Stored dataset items
□ □ □

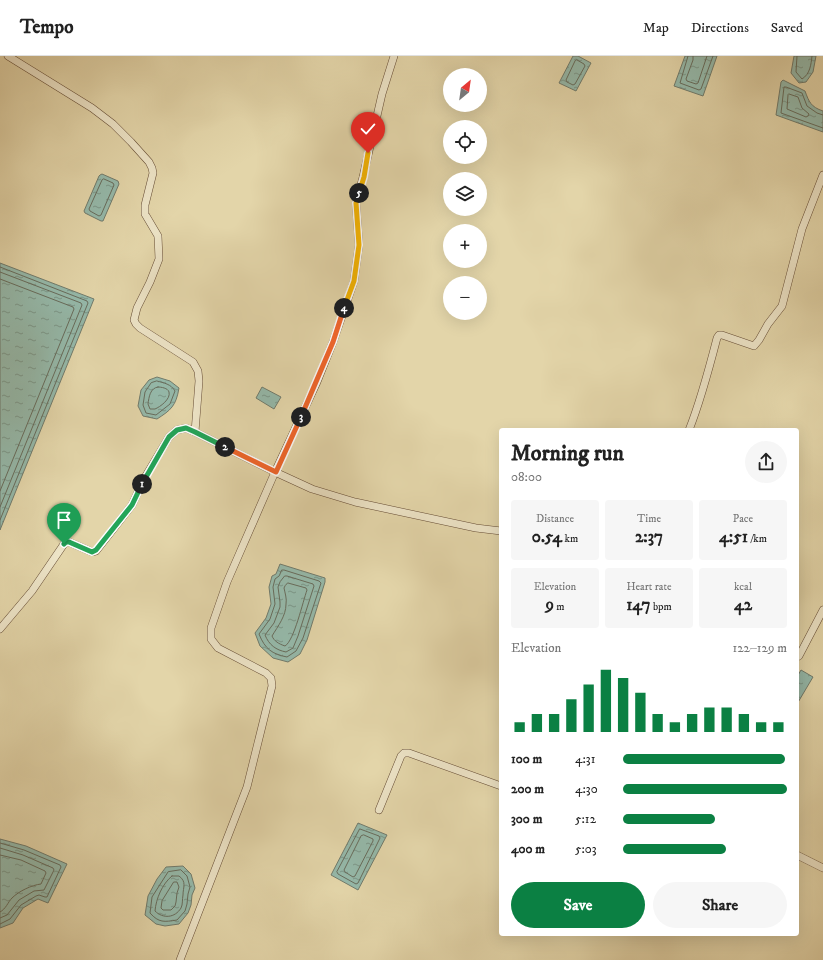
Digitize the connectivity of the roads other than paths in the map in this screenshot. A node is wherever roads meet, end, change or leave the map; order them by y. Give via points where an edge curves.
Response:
1 (8, 56) edge
2 (394, 56) edge
3 (823, 175) edge
4 (690, 428) edge
5 (195, 432) junction
6 (276, 472) junction
7 (499, 531) edge
8 (823, 610) edge
9 (0, 629) edge
10 (799, 656) edge
11 (499, 785) edge
12 (379, 810) dead end
13 (799, 856) edge
14 (823, 868) edge
15 (180, 960) edge

1 - 5 street via 98,112 131,142 152,168 145,214 158,236 159,259 134,320 140,328 192,362 198,371
2 - 6 street via 382,94 356,203 359,245 354,281 333,342
3 - 4 street via 802,229 782,306 754,346 719,335
5 - 6 street
5 - 9 street via 186,428 177,430 169,437 132,505 96,550 92,552 66,542 32,591
6 - 7 street via 312,489 355,502
6 - 15 street via 227,582 212,628 211,639 218,648 266,673 271,678 272,686 247,787
8 - 10 street
11 - 12 street via 404,752 400,756
13 - 14 street

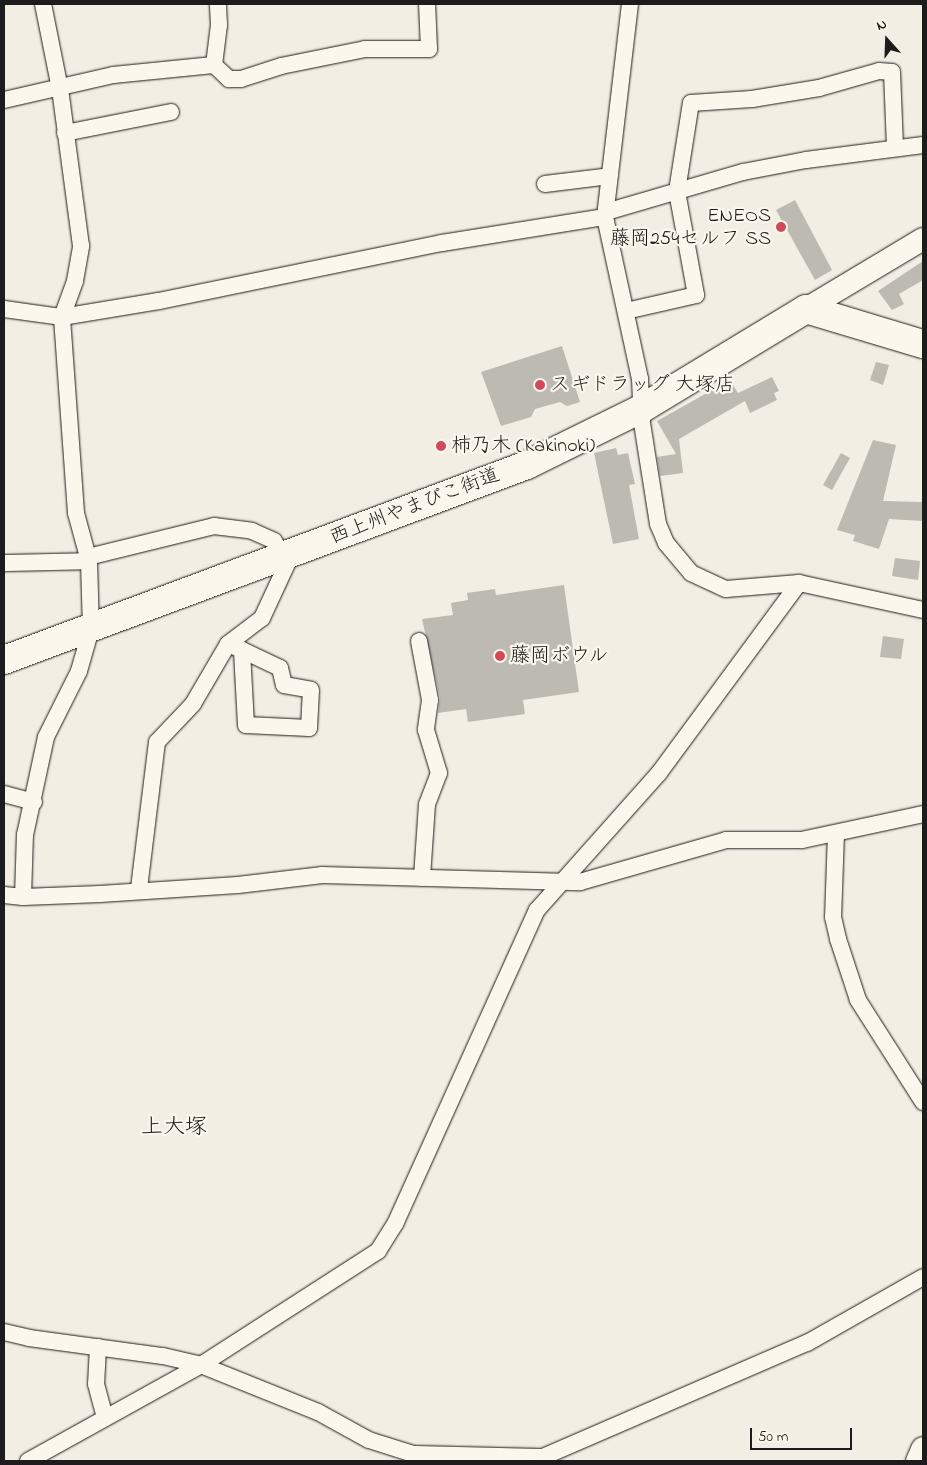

□ □ □

_Work request_
Copy the data word for word. Pictures do not go in the copy.

_Completed exercise_
Digitize the connectivity of the roads other than paths in the map in this screenshot. A node is wherever roads meet, end, change or leave the map; order them by y. Give via points where an edge curves.
Response:
1 (8, 56) edge
2 (394, 56) edge
3 (823, 175) edge
4 (690, 428) edge
5 (195, 432) junction
6 (276, 472) junction
7 (499, 531) edge
8 (823, 610) edge
9 (0, 629) edge
10 (799, 656) edge
11 (499, 785) edge
12 (379, 810) dead end
13 (799, 856) edge
14 (823, 868) edge
15 (180, 960) edge

1 - 5 street via 98,112 131,142 152,168 145,214 158,236 159,259 134,320 140,328 192,362 198,371
2 - 6 street via 382,94 356,203 359,245 354,281 333,342
3 - 4 street via 802,229 782,306 754,346 719,335
5 - 6 street
5 - 9 street via 186,428 177,430 169,437 132,505 96,550 92,552 66,542 32,591
6 - 7 street via 312,489 355,502
6 - 15 street via 227,582 212,628 211,639 218,648 266,673 271,678 272,686 247,787
8 - 10 street
11 - 12 street via 404,752 400,756
13 - 14 street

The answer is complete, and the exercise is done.